To understand whether this type of intelligence would be useful against Russia, one has to first understand the realities of Russia’s response. In response to the downing of MH17, and in response to several other events that have happened over the last decade, Russia has taken a similar approach. The country simply goes into denial mode. It pretends that things that happened have not happened. One way of understanding the Russian response is through the lens of gaslighting. This is a term that means trying to convince the public of something by continually repeating lies or denying truths that are out there. After enough of these attempts at distorting reality, it becomes difficult for people to fight against the attempts, and some people may accept them as being true at the same time. With this in mind, Russia has done just that. The country denied that it had anything to do with the downing of the plane. Specifically, it argued that it had not sent weapons for this purpose, that it did not shoot down planes with surface to air missiles, and that it did not direct fighters to do this in the region. One thing to keep in mind with Russia’s response is that the country seems to be disputing some facts which are not right there in the public domain. These are not things that would need to be the subject of intense digging in order to figure it all out. Rather, they are things that are easily found in the public domain for those who are interested in merely looking. Further, Russia tends to try to overwhelm the masses with misinformation, and it has gotten better at using social media tools and the like. This could present some problems for open source intelligence because of Russia’s propensity to create challenges there.

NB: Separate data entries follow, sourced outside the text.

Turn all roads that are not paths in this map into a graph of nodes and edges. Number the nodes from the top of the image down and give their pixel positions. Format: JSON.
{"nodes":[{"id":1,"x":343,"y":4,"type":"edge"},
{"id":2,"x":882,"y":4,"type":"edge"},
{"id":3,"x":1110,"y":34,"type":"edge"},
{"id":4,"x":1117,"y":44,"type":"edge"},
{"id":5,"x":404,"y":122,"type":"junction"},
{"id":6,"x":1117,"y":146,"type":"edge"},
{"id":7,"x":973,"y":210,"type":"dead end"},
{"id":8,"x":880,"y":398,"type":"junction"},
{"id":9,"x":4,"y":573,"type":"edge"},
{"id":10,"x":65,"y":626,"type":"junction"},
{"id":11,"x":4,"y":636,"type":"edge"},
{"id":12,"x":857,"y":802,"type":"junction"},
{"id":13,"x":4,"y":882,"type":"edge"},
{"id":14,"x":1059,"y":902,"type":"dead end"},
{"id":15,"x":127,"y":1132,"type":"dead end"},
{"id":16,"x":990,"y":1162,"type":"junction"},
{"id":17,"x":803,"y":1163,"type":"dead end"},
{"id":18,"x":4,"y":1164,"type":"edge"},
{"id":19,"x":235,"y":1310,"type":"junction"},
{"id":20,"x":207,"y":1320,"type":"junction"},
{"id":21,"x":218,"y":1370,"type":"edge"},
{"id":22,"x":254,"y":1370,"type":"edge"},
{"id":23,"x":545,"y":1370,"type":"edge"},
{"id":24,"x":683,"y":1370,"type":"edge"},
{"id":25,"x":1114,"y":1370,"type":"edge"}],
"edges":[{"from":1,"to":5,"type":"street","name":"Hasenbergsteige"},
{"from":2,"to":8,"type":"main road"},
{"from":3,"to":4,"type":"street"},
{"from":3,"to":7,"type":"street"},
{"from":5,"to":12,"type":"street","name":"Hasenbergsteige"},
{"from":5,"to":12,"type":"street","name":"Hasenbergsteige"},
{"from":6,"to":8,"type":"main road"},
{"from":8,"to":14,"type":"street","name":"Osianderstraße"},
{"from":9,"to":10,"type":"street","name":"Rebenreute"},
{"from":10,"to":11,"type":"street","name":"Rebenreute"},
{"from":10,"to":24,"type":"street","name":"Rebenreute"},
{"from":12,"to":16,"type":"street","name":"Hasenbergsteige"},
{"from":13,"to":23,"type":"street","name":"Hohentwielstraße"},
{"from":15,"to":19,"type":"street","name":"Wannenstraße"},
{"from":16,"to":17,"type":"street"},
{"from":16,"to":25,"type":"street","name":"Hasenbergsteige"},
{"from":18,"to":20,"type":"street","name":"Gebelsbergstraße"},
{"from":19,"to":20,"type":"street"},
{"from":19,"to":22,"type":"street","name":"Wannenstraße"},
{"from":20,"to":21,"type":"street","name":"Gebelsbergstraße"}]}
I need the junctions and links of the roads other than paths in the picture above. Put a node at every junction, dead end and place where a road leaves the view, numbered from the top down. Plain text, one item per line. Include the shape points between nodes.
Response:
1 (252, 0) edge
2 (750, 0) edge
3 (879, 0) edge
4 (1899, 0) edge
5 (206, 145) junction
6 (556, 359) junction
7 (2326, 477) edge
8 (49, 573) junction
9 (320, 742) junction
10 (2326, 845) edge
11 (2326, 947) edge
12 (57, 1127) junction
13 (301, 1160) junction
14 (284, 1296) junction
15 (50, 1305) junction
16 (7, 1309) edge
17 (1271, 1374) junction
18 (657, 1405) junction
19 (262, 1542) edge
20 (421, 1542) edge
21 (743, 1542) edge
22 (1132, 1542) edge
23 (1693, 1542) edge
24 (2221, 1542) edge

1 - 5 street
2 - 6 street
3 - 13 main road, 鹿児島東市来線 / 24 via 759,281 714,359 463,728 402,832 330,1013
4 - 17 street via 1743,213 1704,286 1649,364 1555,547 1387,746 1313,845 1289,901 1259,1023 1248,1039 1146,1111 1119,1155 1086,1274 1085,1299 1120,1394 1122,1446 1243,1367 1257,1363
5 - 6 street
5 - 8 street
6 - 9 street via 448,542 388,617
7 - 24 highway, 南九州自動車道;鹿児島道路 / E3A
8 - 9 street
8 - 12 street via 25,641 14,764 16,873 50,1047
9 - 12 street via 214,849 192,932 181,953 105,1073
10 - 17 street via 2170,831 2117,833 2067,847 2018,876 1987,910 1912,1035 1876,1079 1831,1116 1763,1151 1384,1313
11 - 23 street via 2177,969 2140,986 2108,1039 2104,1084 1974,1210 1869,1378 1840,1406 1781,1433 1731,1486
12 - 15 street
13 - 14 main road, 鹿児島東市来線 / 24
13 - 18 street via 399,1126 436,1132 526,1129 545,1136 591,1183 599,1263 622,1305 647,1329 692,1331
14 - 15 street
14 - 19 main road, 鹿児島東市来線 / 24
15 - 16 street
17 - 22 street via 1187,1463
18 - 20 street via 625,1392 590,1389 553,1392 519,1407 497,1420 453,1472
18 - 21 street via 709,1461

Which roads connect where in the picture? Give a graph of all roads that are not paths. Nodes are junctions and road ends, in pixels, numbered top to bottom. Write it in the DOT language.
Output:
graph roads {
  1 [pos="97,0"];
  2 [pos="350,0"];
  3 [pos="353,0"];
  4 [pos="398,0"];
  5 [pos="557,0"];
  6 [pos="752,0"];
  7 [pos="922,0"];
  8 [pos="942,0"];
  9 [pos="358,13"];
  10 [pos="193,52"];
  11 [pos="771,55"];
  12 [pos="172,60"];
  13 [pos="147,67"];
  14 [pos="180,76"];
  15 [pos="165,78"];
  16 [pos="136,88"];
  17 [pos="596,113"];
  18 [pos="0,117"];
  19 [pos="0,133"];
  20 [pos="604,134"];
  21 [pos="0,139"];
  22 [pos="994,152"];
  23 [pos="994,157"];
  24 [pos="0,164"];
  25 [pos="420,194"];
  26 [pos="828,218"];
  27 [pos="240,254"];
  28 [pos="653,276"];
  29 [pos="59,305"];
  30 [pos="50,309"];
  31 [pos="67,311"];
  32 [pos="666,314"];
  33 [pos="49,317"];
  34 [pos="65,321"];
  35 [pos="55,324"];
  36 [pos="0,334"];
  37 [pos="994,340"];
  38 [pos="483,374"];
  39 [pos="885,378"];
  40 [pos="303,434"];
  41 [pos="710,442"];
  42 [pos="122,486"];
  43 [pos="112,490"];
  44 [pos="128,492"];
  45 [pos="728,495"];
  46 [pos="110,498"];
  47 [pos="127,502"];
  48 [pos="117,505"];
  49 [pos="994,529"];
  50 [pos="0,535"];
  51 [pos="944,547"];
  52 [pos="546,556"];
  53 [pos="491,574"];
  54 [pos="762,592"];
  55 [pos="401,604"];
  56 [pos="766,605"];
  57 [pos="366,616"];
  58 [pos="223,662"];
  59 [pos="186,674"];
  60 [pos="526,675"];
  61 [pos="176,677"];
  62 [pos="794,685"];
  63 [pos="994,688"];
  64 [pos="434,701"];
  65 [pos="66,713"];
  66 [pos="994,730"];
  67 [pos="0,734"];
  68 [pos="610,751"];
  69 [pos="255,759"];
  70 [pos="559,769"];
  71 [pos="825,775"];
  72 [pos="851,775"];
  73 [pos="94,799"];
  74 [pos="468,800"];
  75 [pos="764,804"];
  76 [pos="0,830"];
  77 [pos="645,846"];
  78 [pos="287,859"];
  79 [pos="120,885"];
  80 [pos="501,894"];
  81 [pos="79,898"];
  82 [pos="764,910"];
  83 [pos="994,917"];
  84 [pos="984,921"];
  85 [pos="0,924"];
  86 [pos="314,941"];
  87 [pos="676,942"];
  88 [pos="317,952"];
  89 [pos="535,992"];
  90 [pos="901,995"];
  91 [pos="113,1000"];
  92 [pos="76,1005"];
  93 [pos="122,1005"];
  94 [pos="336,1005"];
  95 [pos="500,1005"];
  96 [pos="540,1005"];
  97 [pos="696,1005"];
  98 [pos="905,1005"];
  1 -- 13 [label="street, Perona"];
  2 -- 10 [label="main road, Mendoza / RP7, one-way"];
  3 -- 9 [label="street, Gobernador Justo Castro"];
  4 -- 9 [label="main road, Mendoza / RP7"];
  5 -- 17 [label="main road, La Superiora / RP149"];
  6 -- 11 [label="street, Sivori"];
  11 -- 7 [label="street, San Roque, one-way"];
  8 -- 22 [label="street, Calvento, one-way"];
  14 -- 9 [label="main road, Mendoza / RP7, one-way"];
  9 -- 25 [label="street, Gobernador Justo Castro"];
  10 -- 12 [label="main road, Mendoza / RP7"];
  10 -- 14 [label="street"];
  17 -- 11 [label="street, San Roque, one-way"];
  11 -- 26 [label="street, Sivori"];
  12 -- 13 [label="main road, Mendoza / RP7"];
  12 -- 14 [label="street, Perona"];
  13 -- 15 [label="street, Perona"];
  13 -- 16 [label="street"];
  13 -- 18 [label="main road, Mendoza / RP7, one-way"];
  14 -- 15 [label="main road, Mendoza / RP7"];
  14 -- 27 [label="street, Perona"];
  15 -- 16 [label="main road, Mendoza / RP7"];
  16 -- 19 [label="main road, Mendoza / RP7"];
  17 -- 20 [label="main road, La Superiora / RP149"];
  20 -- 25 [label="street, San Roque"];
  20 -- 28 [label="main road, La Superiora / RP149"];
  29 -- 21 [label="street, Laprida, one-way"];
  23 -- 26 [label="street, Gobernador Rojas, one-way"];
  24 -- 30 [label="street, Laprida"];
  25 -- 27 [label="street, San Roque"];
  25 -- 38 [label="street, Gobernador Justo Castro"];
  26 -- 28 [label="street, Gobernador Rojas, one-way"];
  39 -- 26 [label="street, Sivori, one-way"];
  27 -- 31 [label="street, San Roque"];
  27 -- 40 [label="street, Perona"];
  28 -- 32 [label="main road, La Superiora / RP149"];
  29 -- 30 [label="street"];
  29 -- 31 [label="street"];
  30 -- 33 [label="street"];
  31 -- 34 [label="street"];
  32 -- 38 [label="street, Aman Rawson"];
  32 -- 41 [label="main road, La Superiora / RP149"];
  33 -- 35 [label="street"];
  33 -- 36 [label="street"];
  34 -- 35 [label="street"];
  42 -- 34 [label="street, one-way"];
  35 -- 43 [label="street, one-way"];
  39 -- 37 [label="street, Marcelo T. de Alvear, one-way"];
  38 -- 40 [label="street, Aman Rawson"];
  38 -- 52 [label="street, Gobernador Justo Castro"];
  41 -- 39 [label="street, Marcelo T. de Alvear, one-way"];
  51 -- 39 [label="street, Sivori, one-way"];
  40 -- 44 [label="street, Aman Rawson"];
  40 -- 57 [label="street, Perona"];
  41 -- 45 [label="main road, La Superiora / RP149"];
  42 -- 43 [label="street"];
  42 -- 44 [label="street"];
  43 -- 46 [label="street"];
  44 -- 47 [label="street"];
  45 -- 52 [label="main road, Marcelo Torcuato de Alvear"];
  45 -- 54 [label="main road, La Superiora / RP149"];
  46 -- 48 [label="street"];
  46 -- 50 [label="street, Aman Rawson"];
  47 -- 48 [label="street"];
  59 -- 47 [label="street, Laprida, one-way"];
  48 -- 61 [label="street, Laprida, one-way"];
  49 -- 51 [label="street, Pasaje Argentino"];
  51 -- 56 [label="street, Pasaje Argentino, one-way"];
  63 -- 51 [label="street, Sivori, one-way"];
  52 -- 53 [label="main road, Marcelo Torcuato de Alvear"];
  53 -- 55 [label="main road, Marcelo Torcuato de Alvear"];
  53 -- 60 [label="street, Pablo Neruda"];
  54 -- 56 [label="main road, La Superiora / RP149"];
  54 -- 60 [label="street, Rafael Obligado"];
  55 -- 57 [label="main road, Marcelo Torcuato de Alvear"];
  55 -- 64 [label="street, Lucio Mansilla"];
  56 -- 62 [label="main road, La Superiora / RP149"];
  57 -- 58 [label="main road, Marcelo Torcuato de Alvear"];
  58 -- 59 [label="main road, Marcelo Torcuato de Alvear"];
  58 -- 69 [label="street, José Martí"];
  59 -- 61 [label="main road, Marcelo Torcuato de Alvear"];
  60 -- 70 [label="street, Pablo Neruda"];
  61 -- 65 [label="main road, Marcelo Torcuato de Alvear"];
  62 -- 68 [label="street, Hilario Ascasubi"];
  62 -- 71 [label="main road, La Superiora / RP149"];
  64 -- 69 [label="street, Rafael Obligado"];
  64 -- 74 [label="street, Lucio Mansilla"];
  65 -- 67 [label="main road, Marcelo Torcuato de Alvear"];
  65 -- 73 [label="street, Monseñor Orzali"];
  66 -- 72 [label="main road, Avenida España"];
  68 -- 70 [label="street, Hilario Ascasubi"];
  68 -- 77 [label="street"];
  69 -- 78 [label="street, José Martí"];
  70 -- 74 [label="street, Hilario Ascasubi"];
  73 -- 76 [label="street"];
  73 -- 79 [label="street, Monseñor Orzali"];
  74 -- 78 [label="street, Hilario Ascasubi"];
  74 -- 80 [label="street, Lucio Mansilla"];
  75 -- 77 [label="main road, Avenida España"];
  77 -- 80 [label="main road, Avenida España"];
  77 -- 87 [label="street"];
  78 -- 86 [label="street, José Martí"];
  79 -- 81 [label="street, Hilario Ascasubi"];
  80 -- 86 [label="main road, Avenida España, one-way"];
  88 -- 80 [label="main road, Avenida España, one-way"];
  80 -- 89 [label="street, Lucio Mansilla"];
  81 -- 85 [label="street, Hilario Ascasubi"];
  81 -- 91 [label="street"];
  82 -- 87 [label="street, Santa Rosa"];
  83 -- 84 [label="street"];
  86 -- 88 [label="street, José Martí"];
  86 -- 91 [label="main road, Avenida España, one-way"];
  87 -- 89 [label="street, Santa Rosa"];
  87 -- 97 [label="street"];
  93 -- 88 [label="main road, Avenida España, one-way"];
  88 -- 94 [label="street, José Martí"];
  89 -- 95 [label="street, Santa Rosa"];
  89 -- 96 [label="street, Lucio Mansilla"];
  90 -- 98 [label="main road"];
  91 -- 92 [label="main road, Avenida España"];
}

In light of the evidence as to how Russia tends to deal with these sorts of issues, there is reason to conclude that the use of open source intelligence could be a helpful tool for combating the country’s efforts and putting pressure on the country. Rather than just claiming that what it did was correct and justified, Russia has a tendency to deny involvement. On the ground level, its rebels denied that they were ever involved in shooting surface to air missiles, but the public data suggests that at other times they have done just that. These are the sorts of easily disprovable lies that can be used to put Russia in a box and make it more difficult for them to live with their denials. One of the most critical ways in which they can be pressured is by pointing out that they are making things up in order to benefit themselves. This is something that can be done with open source intelligence so long as the manpower and the foresight is there to be able to sift through these documents in order to find the things that are the most relevant to a given situation.